What to expect — and your procedural options
For a discovery-and-clock-intensive practice, the patterns above map onto a set of standard procedural tools. Each item below describes what a pattern is and what rule or tool corresponds to it — not what any party should do.
- The discovery pattern. With 1.69 discovery motions per case (297 total) and 43 motions to compel, discovery is where this firm is most active. A motion to compel is the procedural tool a party uses to ask the court to require a discovery response; its premise is that the other side has not responded completely or on time. Responding to discovery completely and on time is what removes a non-compliance basis for such a motion, and a complete, timely, documented response record is what a court looks to when weighing whether a party has complied. The completeness of a party's responses is also relevant to how a court weighs the parties' litigation conduct.
- The contempt pattern. With 82 contempt motions across the docket (26 post-judgment alone), contempt is a recurring filing in this firm's practice. A motion for contempt alleges non-compliance with an existing order; its outcome turns on the documentary record of compliance — payments, exchanges, communications. A contempt motion that is not supported by the record does not succeed, and an unsupported contempt motion can affect how a court views the moving party in a court where they appear frequently.
- The fee pattern. The firm raises fees in roughly 0.61 instances per case. Under Connecticut law, fee awards turn on need and litigation conduct (C.G.S. §46b-62). Because the statute considers litigation conduct, the volume of motions and continuances in a case is itself part of the record a court may consider when deciding fees.
- The continuance pattern and the Motion to Advance. Continuances are this firm's single most-filed motion (177; ~1.02 per case). A continuance is a request to reschedule or extend a deadline, and a continuance can be opposed on the record. A Motion to Advance is the corresponding procedural tool a party may use to ask the court to hear a matter sooner. Together, these are the two procedural levers that govern the pace of a case.
- The emergency-custody pattern. The firm has filed 16 applications for emergency ex parte orders of custody. An ex parte custody application seeks immediate relief without prior notice; by statute it is followed by a prompt hearing at which the allegations must be proven rather than assumed. That statutory hearing is the procedural point at which a responding party's evidence is heard.

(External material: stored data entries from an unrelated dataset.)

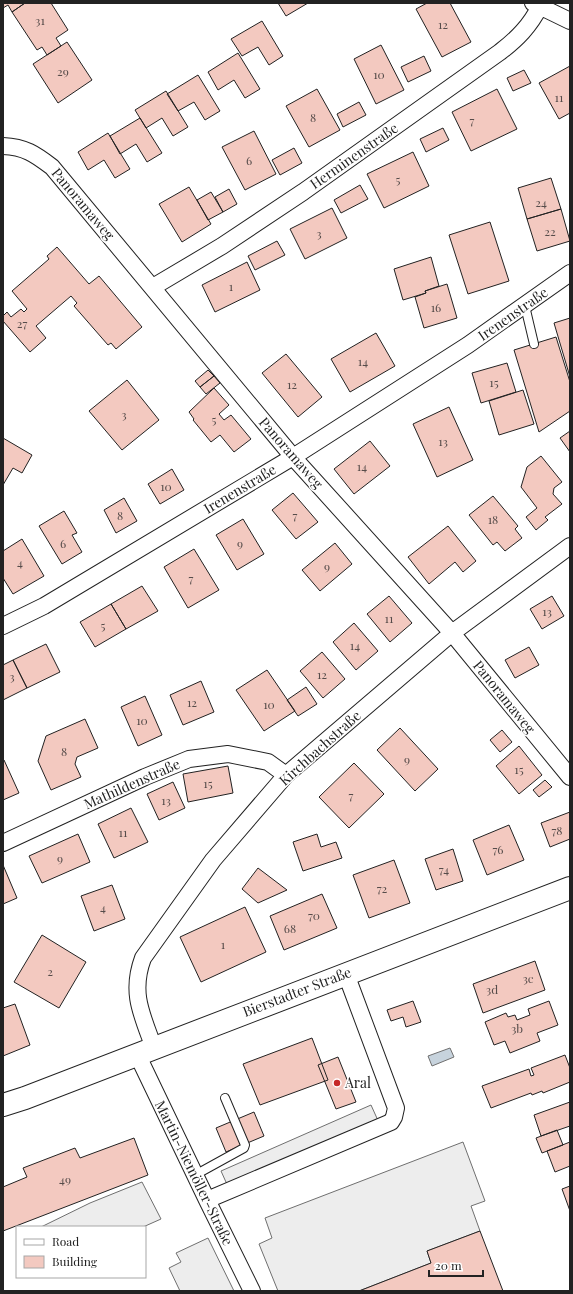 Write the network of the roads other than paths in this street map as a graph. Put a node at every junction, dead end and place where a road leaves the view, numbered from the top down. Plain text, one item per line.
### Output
1 (536, 5) edge
2 (570, 20) edge
3 (3, 146) edge
4 (570, 273) edge
5 (153, 287) junction
6 (525, 306) junction
7 (534, 344) dead end
8 (293, 457) junction
9 (570, 546) edge
10 (3, 626) edge
11 (452, 633) junction
12 (286, 775) junction
13 (570, 777) edge
14 (3, 842) edge
15 (570, 888) edge
16 (346, 974) junction
17 (146, 1051) junction
18 (225, 1098) dead end
19 (3, 1106) edge
20 (195, 1175) junction
21 (207, 1200) junction
22 (252, 1291) edge

1 - 2 street
1 - 5 street, Herminenstraße
3 - 5 street, Panoramaweg
4 - 6 street, Irenenstraße
5 - 8 street, Panoramaweg
6 - 7 lane
6 - 8 street, Irenenstraße
8 - 10 street, Irenenstraße
8 - 11 street, Panoramaweg
9 - 11 street, Kirchbachstraße
11 - 12 street, Kirchbachstraße
11 - 13 street, Panoramaweg
12 - 14 street, Mathildenstraße
12 - 17 street, Kirchbachstraße
15 - 16 main road, Bierstadter Straße
16 - 17 main road, Bierstadter Straße
16 - 21 street
17 - 19 main road, Bierstadter Straße
17 - 20 street, Martin-Niemöller-Straße
18 - 20 lane
20 - 21 street, Martin-Niemöller-Straße
21 - 22 street, Martin-Niemöller-Straße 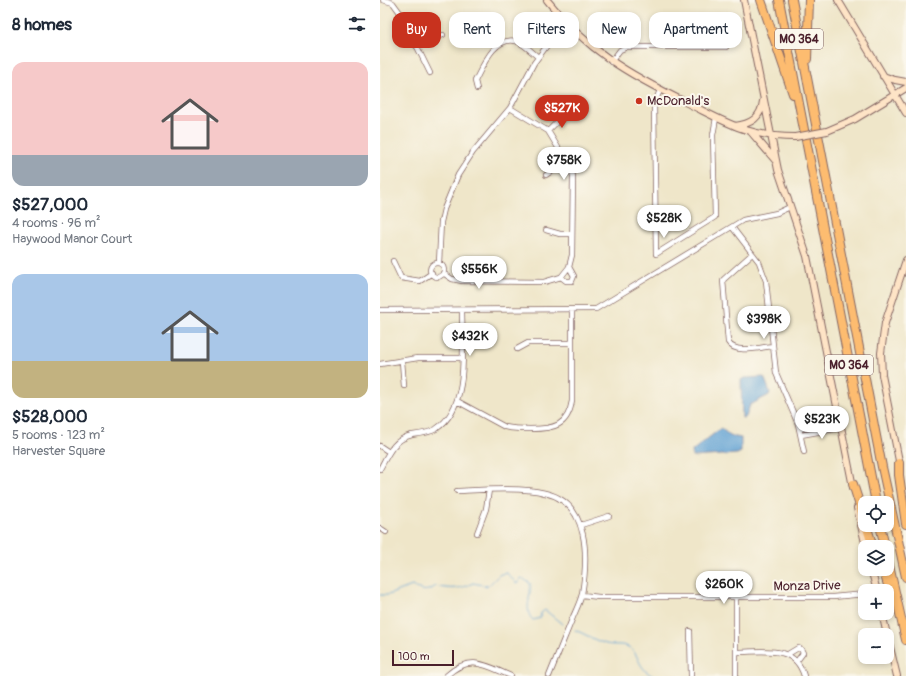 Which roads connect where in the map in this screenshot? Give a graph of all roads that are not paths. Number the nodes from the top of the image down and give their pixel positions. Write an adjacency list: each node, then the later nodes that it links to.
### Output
1 (383, 0): 9 (street)
2 (547, 0): 10 (main road)
3 (761, 0): 27 (highway)
4 (779, 0): 27 (highway, MO 364)
5 (792, 0): 19 (highway, MO 364)
6 (809, 0): 19 (highway)
7 (838, 0): 18 (main road)
8 (744, 1): 25 (main road)
9 (400, 12)
10 (558, 12)
11 (579, 36): 16 (main road)
12 (649, 47): 16 (street)
13 (417, 48): 17 (street)
14 (545, 48): 15 (street)
15 (538, 57): 22 (street); 26 (street)
16 (611, 62): 23 (main road)
17 (430, 73)
18 (883, 76): 20 (main road); 24 (main road)
19 (807, 78): 84 (highway, MO 364)
20 (906, 82)
21 (906, 88): 24 (main road)
22 (477, 89)
23 (660, 90): 30 (main road); 30 (street)
24 (895, 94): 28 (main road); 34 (main road, bridge)
25 (764, 95): 31 (main road); 34 (main road)
26 (510, 108): 32 (street); 45 (street)
27 (801, 112): 73 (highway, MO 364)
28 (906, 113)
29 (564, 115): 32 (street)
30 (716, 118): 31 (main road)
31 (733, 126): 33 (main road)
32 (548, 130): 35 (street)
33 (750, 132): 34 (main road); 36 (main road)
34 (771, 137): 36 (main road)
35 (567, 161): 37 (street); 41 (street)
36 (776, 161): 38 (main road)
37 (546, 175)
38 (790, 207): 39 (street); 61 (main road)
39 (732, 227): 42 (street); 52 (street)
40 (546, 230): 41 (street)
41 (572, 234): 46 (street)
42 (752, 254): 54 (street); 54 (street)
43 (906, 260): 67 (main road)
44 (393, 261): 47 (street)
45 (439, 264): 47 (street); 48 (street)
46 (569, 267): 49 (street); 49 (street)
47 (432, 274): 48 (street)
48 (442, 274): 49 (street)
49 (561, 277)
50 (380, 310): 51 (street)
51 (462, 310): 52 (street); 56 (street)
52 (572, 310): 53 (street)
53 (572, 343): 55 (street); 60 (street)
54 (773, 346): 62 (street)
55 (517, 349)
56 (462, 358): 57 (street); 60 (street)
57 (402, 361): 58 (street); 59 (street)
58 (380, 364)
59 (404, 386)
60 (457, 401): 65 (street)
61 (840, 425): 62 (street); 63 (street); 69 (main road)
62 (800, 430): 63 (street)
63 (801, 435): 66 (street)
64 (380, 446): 65 (street)
65 (389, 452): 68 (street)
66 (804, 452)
67 (899, 463): 72 (main road); 75 (highway)
68 (380, 469)
69 (852, 484): 80 (main road); 81 (highway)
70 (489, 490): 71 (street); 76 (street); 79 (street)
71 (457, 491)
72 (906, 494)
73 (875, 496)
74 (609, 516): 76 (street)
75 (906, 524)
76 (581, 525): 85 (street)
77 (380, 528): 78 (street)
78 (386, 532)
79 (477, 533)
80 (864, 540)
81 (871, 540)
82 (885, 576): 88 (highway)
83 (891, 576): 88 (highway)
84 (906, 577)
85 (582, 595): 87 (street, Monza Drive); 97 (street)
86 (858, 595): 87 (street, Monza Drive)
87 (736, 597): 91 (street)
88 (897, 604): 90 (highway)
89 (690, 631): 98 (street)
90 (906, 640)
91 (737, 652): 92 (street); 99 (street)
92 (788, 654): 93 (street); 93 (street)
93 (797, 662): 100 (street)
94 (893, 664): 101 (main road)
95 (446, 676): 96 (street)
96 (511, 676)
97 (549, 676)
98 (691, 676)
99 (736, 676)
100 (804, 676)
101 (896, 676) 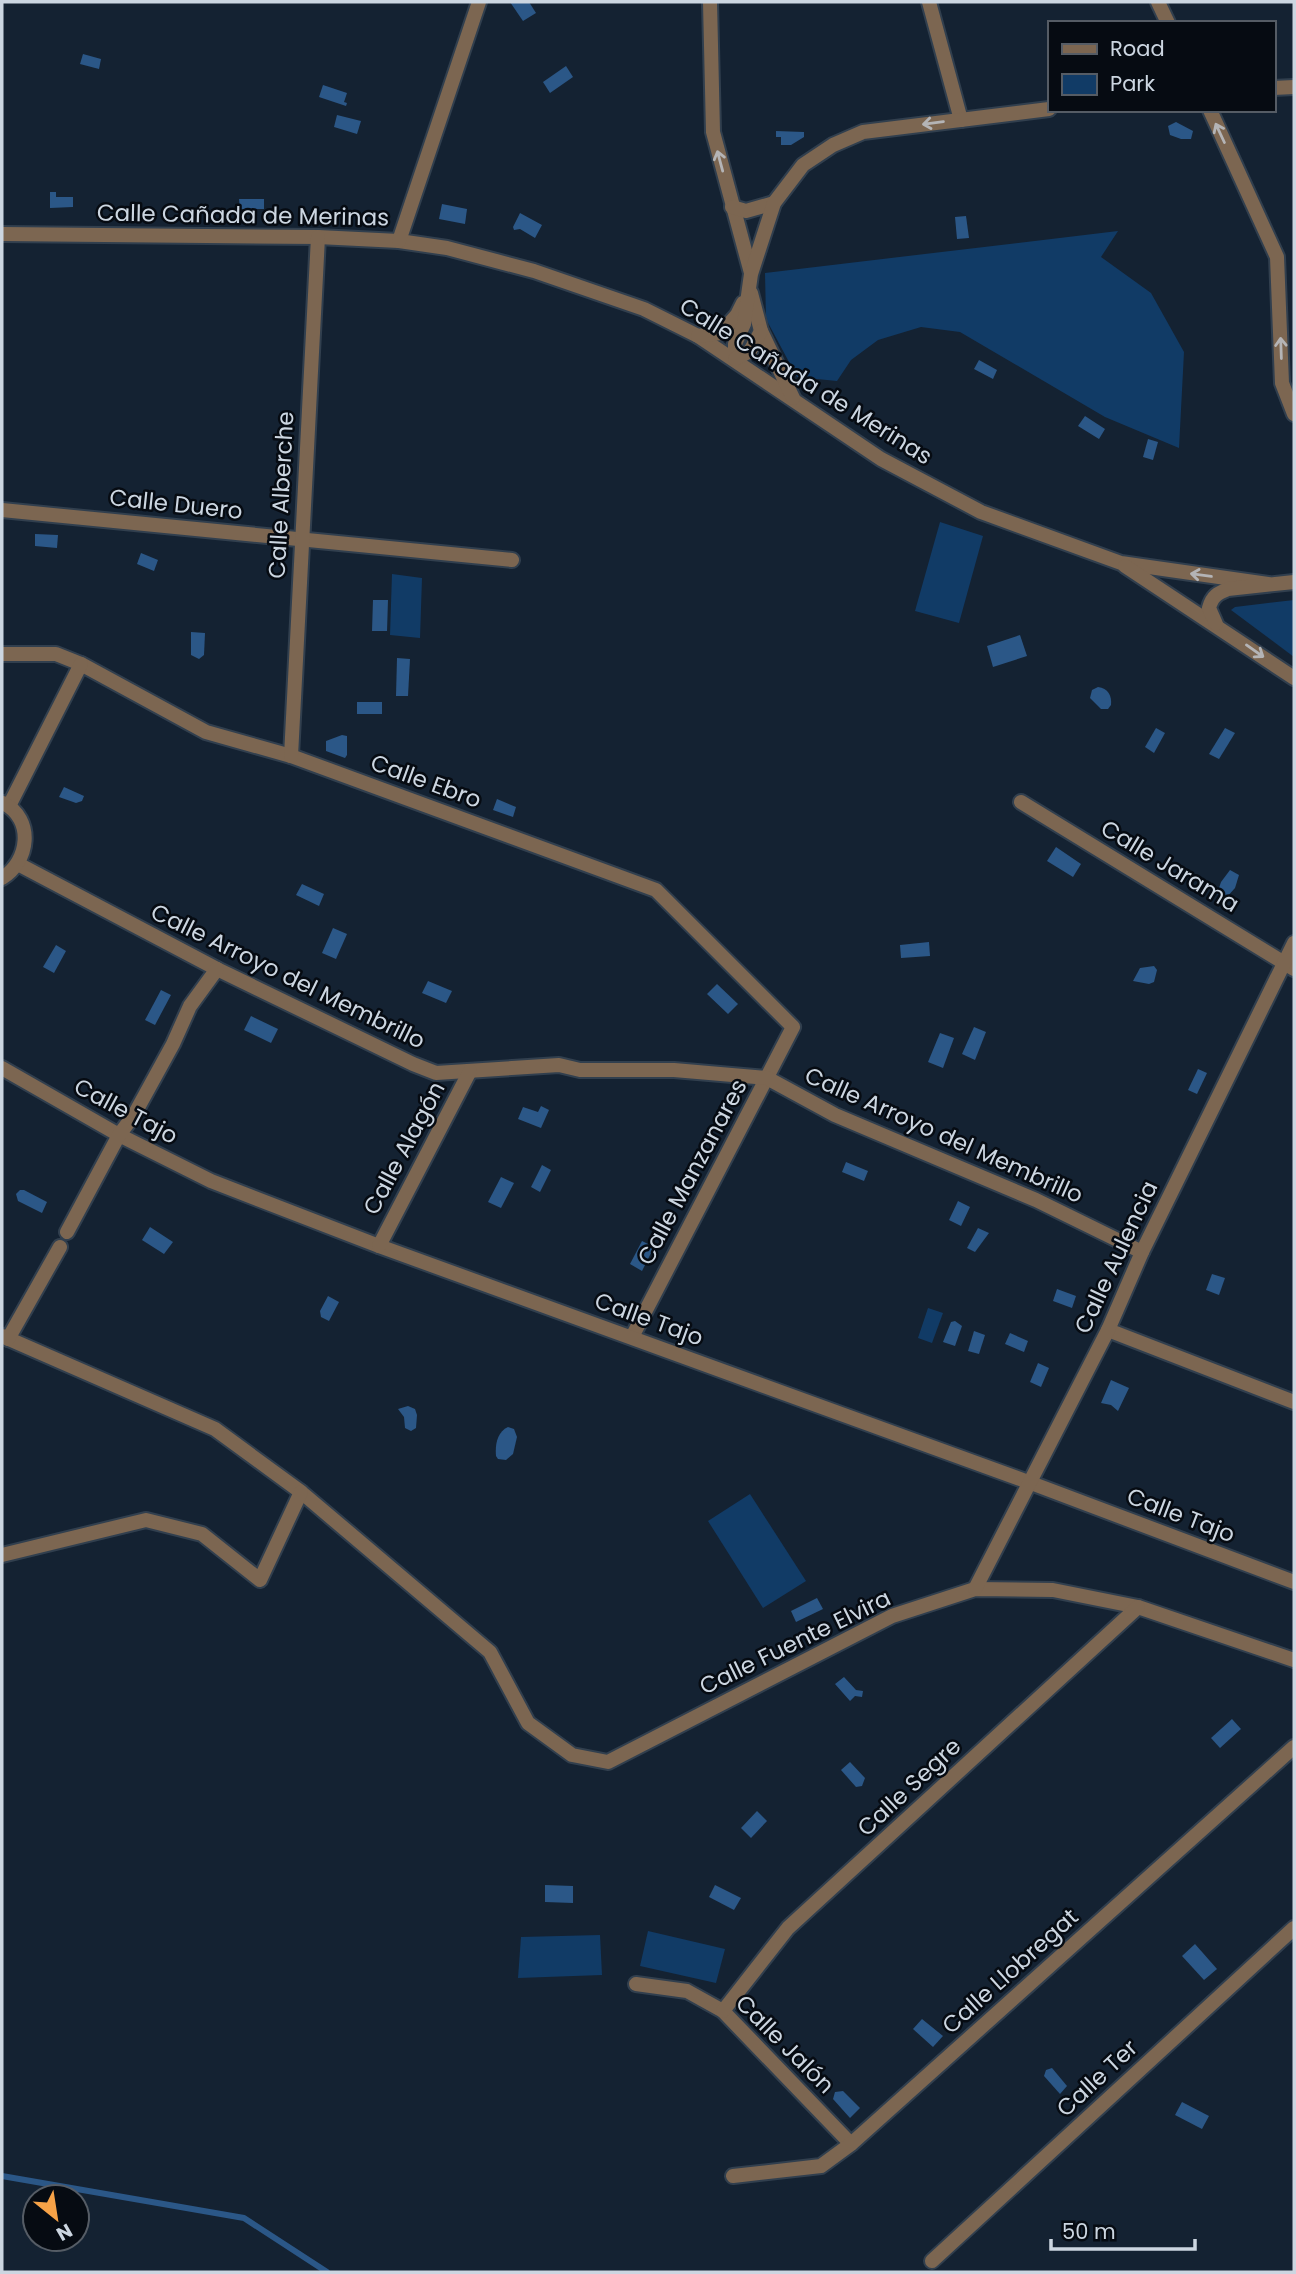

- Filing volume as the defining feature. This firm's volume — ~18.5 filings per case, and more against the unrepresented (19.81 vs 17.58) — is its single most characteristic trait. As a factual matter, the merits of a case (custody, support, division) are decided on the substantive record regardless of how many filings precede them; a short, well-documented record and a high-volume one are both resolved on the same underlying legal questions.
Methodology & limits
Computed from public CT Judicial Branch docket entries and party rosters (parties → filing-side attribution → motion/outcome tally). "Grant rate" = Granted ÷ (Granted + Denied) on the firm's own filed motions where the docket records an outcome; many entries record no outcome and are excluded. Marker counts use keyword matching on docket event descriptions and may include related sub-types. Firm-name aggregation follows the docket's recorded firm name (the source truncates long names). Patterns reflect aggregate history, not the conduct of any one attorney or the merits of any one case.